Hal yang tak kalah seriusnya adalah pertanyaan, bagaimana bisa Presiden Soeharto akhirnya rela meninggalkan kursi kekuasaannya? Padahal, kalau mau, bisa saja ia mengerahkan pasukannya yang loyal untuk menyelesaikan semua persoalan dengan senjata. Walau pun itu berarti akan terjadi pertumpahan darah yang mengerikan.
Rupanya, selain di jalanan gelombang aksi unjuk rasa mahasiswa dan berbagai kalangan kian tak terbendung, di tingkat elite pun muncul dorongan agar Presiden Soeharto meletakkan jabatannya, ada pula kelompok yang mengupayakan agar pemerintahan berakhir tanpa menimbulkan ontran-ontran atau kekacauan yang sudah di depan mata.
Budayawan Emha Ainun Nadjib, yang dikenal dengan sapaan Cak Nun, mencatat hari-hari menjelang hingga saatnya Presiden Soeharto menyatakan mundur.

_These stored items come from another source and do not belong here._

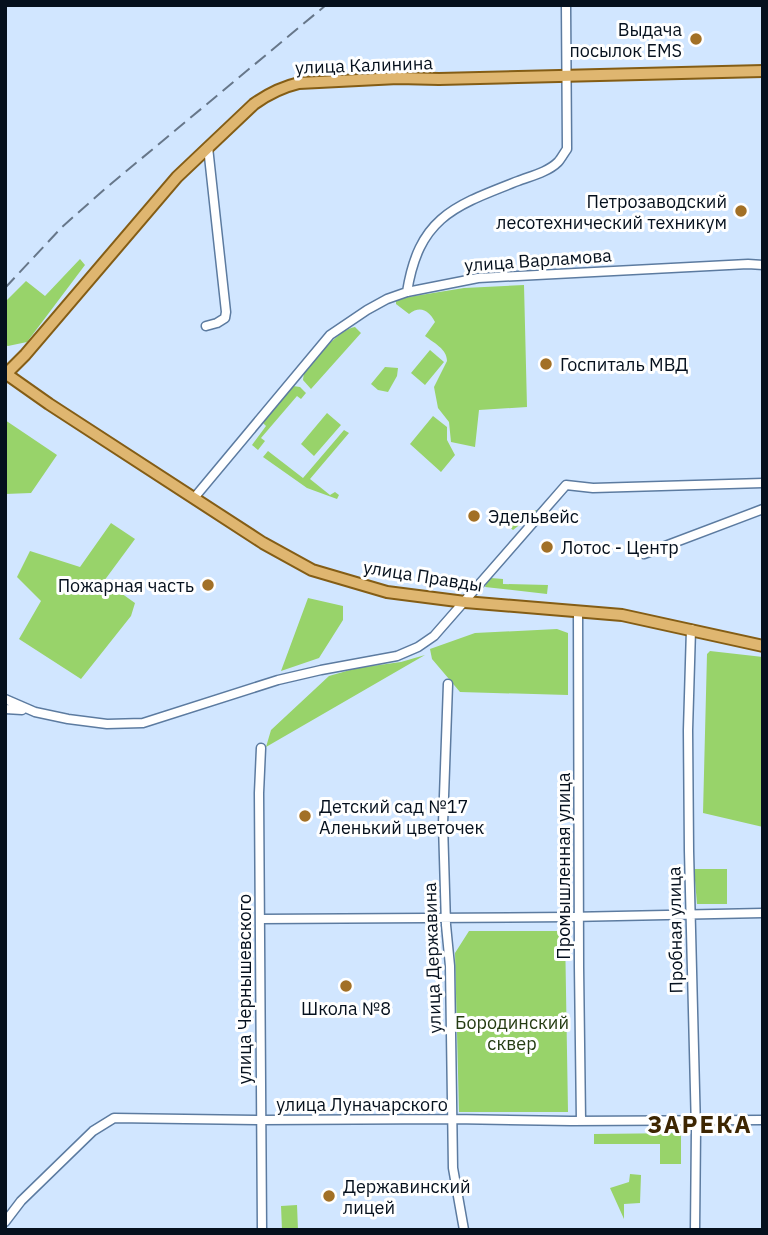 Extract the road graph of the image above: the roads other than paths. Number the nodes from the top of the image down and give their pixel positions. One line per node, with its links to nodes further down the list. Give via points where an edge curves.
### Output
1 (566, 5): 3 (street)
2 (763, 71): 3 (main road, улица Калинина)
3 (567, 77): 4 (main road, улица Калинина, via 299,83 265,96); 6 (street, via 567,149 559,162 454,209 435,223 413,264)
4 (208, 147): 7 (street, via 226,313 222,321); 8 (main road, улица Калинина)
5 (763, 265): 6 (street, улица Варламова, via 478,278)
6 (407, 292): 10 (street, улица Варламова, via 367,310 330,335)
7 (206, 327)
8 (5, 375): 10 (main road, улица Правды)
9 (763, 483): 13 (street, via 566,485)
10 (194, 498): 13 (main road, улица Правды, via 312,570 387,592)
11 (763, 509): 12 (street)
12 (644, 554)
13 (465, 602): 14 (main road, улица Правды); 20 (street, via 434,636 397,656 278,680 142,723 107,724)
14 (578, 611): 15 (main road, улица Правды); 25 (street, Промышленная улица)
15 (691, 629): 16 (main road, улица Правды); 23 (street, Пробная улица)
16 (763, 646)
17 (448, 684): 24 (street, улица Державина, via 443,820)
18 (5, 699): 20 (street)
19 (5, 709): 20 (street)
20 (35, 712)
21 (261, 748): 26 (street, улица Чернышевского)
22 (763, 913): 23 (street)
23 (691, 914): 25 (street); 29 (street, Пробная улица)
24 (446, 917): 25 (street); 26 (street); 27 (street, улица Державина)
25 (579, 917): 31 (street, Промышленная улица)
26 (260, 919): 28 (street, улица Чернышевского)
27 (452, 1119): 28 (street, улица Луначарского); 31 (street, улица Луначарского); 34 (street, улица Державина, via 453,1168)
28 (261, 1120): 32 (street, улица Луначарского, via 114,1118 93,1131); 33 (street, улица Чернышевского)
29 (696, 1120): 30 (street, улица Луначарского); 31 (street, улица Луначарского); 35 (street, Пробная улица)
30 (763, 1120)
31 (581, 1121)
32 (5, 1223)
33 (262, 1230)
34 (464, 1230)
35 (695, 1230) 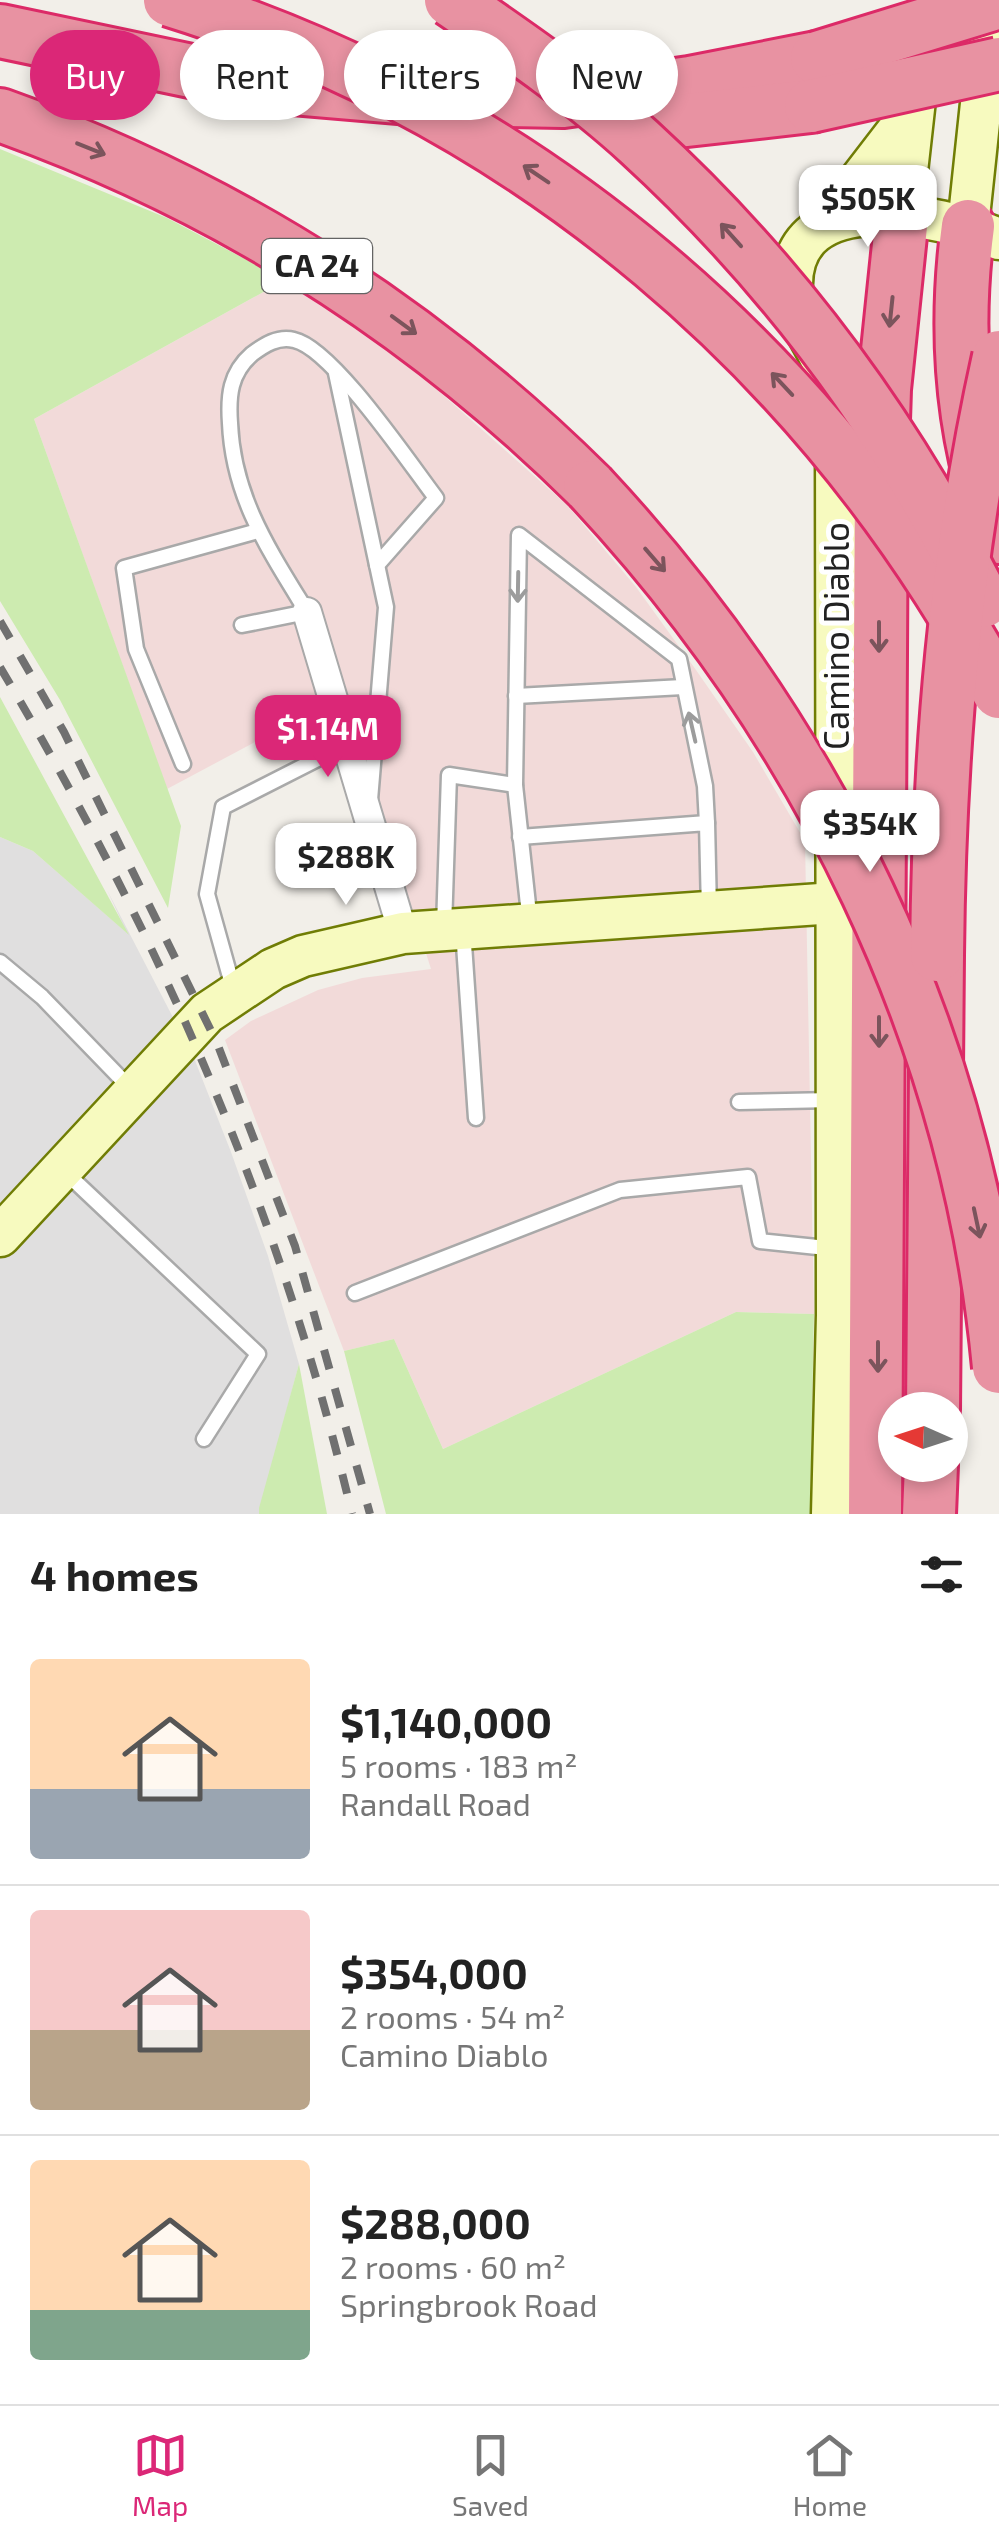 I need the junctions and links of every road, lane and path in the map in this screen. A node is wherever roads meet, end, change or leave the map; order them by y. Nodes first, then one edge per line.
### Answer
1 (170, 0) edge
2 (450, 0) edge
3 (926, 0) edge
4 (996, 1) edge
5 (0, 30) edge
6 (999, 64) edge
7 (814, 82) junction
8 (913, 110) junction
9 (0, 115) edge
10 (902, 216) junction
11 (826, 224) junction
12 (984, 232) edge
13 (999, 358) edge
14 (335, 368) junction
15 (258, 531) junction
16 (999, 537) edge
17 (377, 564) junction
18 (306, 612) junction
19 (242, 625) dead end
20 (999, 634) edge
21 (683, 686) junction
22 (999, 692) edge
23 (516, 696) junction
24 (348, 744) junction
25 (182, 764) dead end
26 (515, 785) junction
27 (369, 816) junction
28 (707, 824) junction
29 (520, 836) junction
30 (835, 903) junction
31 (708, 911) junction
32 (530, 924) junction
33 (453, 930) junction
34 (403, 934) junction
35 (0, 962) edge
36 (234, 992) junction
37 (132, 1090) junction
38 (837, 1100) junction
39 (739, 1102) dead end
40 (476, 1118) dead end
41 (60, 1168) junction
42 (0, 1236) edge
43 (836, 1249) junction
44 (355, 1293) dead end
45 (999, 1366) edge
46 (933, 1392) edge
47 (204, 1439) dead end
48 (931, 1482) edge
49 (832, 1514) edge
50 (875, 1514) edge
51 (929, 1514) edge

22 -> 1 highway, bridge
20 -> 2 highway, bridge
3 - 8 street
4 - 7 highway, bridge
4 - 12 street
5 - 7 highway
6 - 7 highway, bridge
8 - 10 street
8 - 11 street, Camino Diablo
9 -> 45 highway, CA 24, bridge
10 - 11 street
10 - 12 street
10 -> 50 highway
11 - 30 street, Camino Diablo
12 - 16 highway
13 - 46 highway, bridge
14 - 15 lane
14 - 17 lane
14 - 17 lane
15 - 18 lane
15 - 25 lane
17 - 27 lane
18 - 19 lane
18 - 24 street
21 - 23 lane
21 -> 23 lane
28 -> 21 lane
23 - 26 lane
24 - 27 street
24 - 36 lane
26 - 29 lane
26 - 33 lane
27 - 34 street
28 - 29 lane
28 - 31 lane
29 - 32 lane
30 - 31 street
30 - 38 street, Camino Diablo
31 - 32 street
32 - 33 street
33 - 34 street
33 - 40 lane
34 - 36 street
35 - 37 lane
36 - 37 street
37 - 41 street
38 - 39 lane
38 - 43 street, Camino Diablo
41 - 42 street
41 - 47 lane
43 - 44 lane
43 - 49 street, Camino Diablo
48 - 51 highway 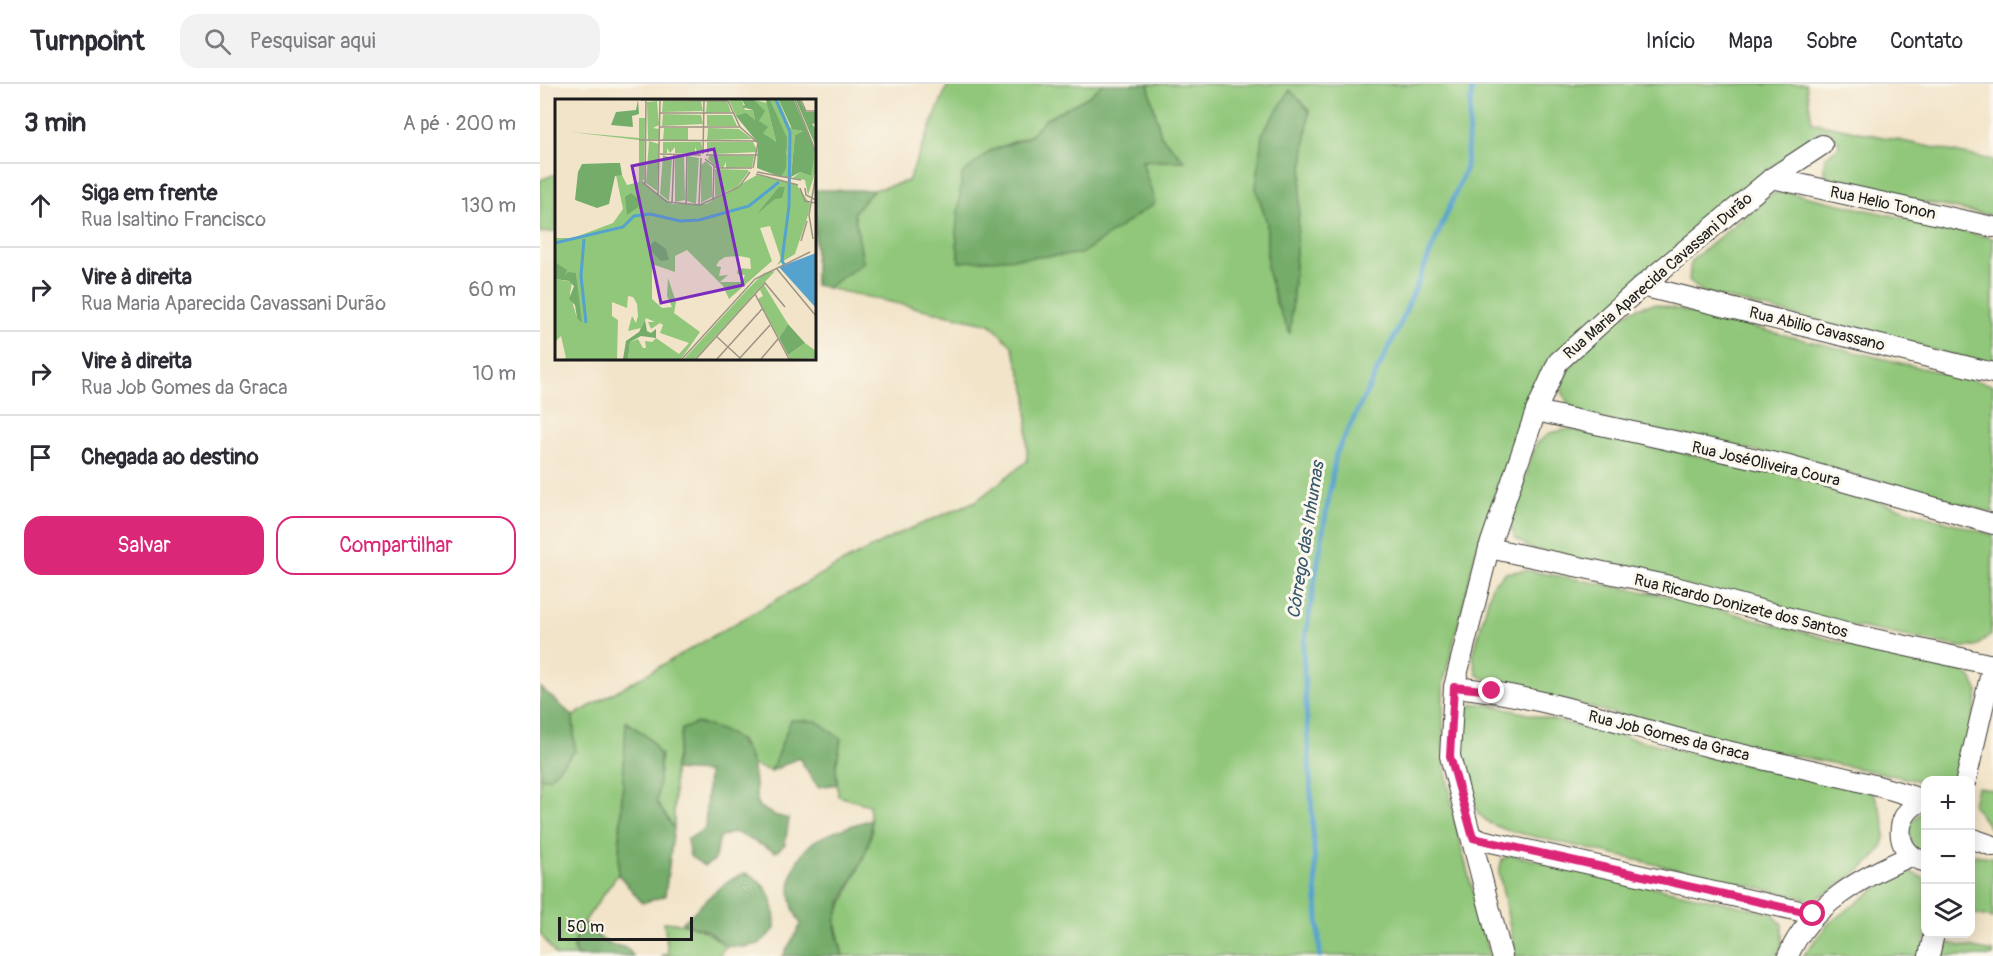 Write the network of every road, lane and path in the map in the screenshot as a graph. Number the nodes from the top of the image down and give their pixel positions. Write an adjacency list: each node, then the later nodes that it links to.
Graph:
1 (1822, 145): 2 (street, Rua Maria Aparecida Cavassani Durão)
2 (1772, 178): 3 (street, Rua Helio Tonon); 4 (street, Rua Maria Aparecida Cavassani Durão)
3 (1993, 227)
4 (1642, 286): 5 (street, Rua Abilio Cavassano); 6 (street, Rua Maria Aparecida Cavassani Durão)
5 (1993, 373)
6 (1536, 411): 7 (street, Rua JoséOliveira Coura); 8 (street, Rua Maria Aparecida Cavassani Durão)
7 (1993, 524)
8 (1489, 548): 9 (street, Rua Ricardo Donizete dos Santos); 10 (street, Rua Maria Aparecida Cavassani Durão)
9 (1993, 664): 11 (street)
10 (1454, 687): 12 (street, Rua Job Gomes da Graca); 13 (street, Rua Maria Aparecida Cavassani Durão)
11 (1967, 776)
12 (1919, 803): 14 (street)
13 (1473, 838): 15 (street); 17 (street, Rua Maria Aparecida Cavassani Durão)
14 (1913, 855): 15 (street)
15 (1813, 914): 18 (street)
16 (1933, 938): 19 (street)
17 (1502, 956)
18 (1788, 956)
19 (1929, 956)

Seperti dikutip dari www.caknun.com, disebutkan bahwa pada rentang 12 sampai 15 Mei 1998 Cak Nun berada di tengah penembakan, kerusuhan dan penjarahan Reformasi.
Terkait penembakan di Trisakti dan kesediaan Presiden Soeharto untuk lengser, laman caknun.com menuliskan sbb:
Siapa pelaku penembakan di Trisakti?
Satuan apa saja yang menculik dan aktivis siapa saja yang diculik?
Apa yang Suharto takut dan ngeri?
Bagaimana kronologi sehingga Suharto legowo untuk lengser?
Siapa yang mengetuk hatinya dan membimbingnya turun tahta?
Siapa yang Suharto taati menjadi Imam-nya?
Siapa yang membuatnya aman dan tak tersentuh hingga akhir hayatnya?
“Hampir semua pihak menjawab pertanyaan-pertanyaan itu dengan prasangka, kebodohan, kemunafikan dan ambisi untuk menjadi seribu Suharto sebagaimana yang mereka prasangkakan,” tulis laman ini.
Laman caknun.com juga menyebutkan apa yang terjadi pada beberapa hari sebelum Presiden Soeharto lengser. Disebutkan empat hari, yakni pada 16 sampai 19 Mei 1998 yang mewarnai hari-hari sebelum lengsernya Presiden Soeharto. Berikut uraiannya:
- 16 malam, Cak Nun bersama Cak Nur [Nurcholis Madjid], Pak Malik Fajar, Mas Oetomo Dananjaya dan Mas Drajat merumuskan empat prosedur lengsernya Pak Harto dengan meminimalisir korban dan memaksimalkan efektivitas kenegaraan.”
- 17 siang. Konferensi Pers di Hotel Wisata mengungkap usulan agar Pak Harto mundur. Cak Nun membaca An-Nur 35, hadirin menangis.”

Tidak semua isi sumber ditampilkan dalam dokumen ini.